Britain:  Time To Go Back To Coal
  • Among our “climate leader” jurisdictions, Britain is a serious contender for the top spot. Sure Germany got started earlier than Britain, with the so-called “Energiewende” going back to the 1990s; and upstart American states like California and New York each think that their own hair shirt energy restrictions should qualify them for the number one position.

  • But Britain’s suite of policies in the aggregate is hard to top: mandatory Net Zero goals set by statute; madcap buildout of wind and solar electricity generation; shuttering of generation from coal and natural gas; refusal to permit drilling in the North Sea; complete ban on fracking. The Energy Minister of the current Labour government — Ed Milliband — is as crazed a climate zealot as you can find anywhere. The British have even dynamited coal-fired power stations to be sure that nobody could ever change their minds about this Net Zero thing and try to re-start the plants.

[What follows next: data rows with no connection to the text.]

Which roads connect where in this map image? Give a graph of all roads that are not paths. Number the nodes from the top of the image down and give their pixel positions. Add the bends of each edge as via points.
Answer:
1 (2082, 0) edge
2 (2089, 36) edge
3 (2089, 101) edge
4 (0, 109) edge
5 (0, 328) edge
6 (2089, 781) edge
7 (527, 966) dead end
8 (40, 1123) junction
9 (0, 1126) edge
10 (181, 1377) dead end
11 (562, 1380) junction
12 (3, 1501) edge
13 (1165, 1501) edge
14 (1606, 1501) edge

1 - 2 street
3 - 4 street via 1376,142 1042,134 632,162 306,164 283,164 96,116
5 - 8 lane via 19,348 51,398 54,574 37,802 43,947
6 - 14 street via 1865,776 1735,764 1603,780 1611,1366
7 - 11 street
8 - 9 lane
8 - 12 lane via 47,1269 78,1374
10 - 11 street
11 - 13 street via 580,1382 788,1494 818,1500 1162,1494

  • Unfortunately for the British, their wind and solar generation facilities seem to be subject to all going quiet at the same time, often inconveniently at the very hottest or coldest times of the year. Building more and yet more of them does not solve the problem. Some call this Britain’s “looming firm generation capacity crisis.”

  • So what’s the answer? How about doing the unthinkable — bring back coal!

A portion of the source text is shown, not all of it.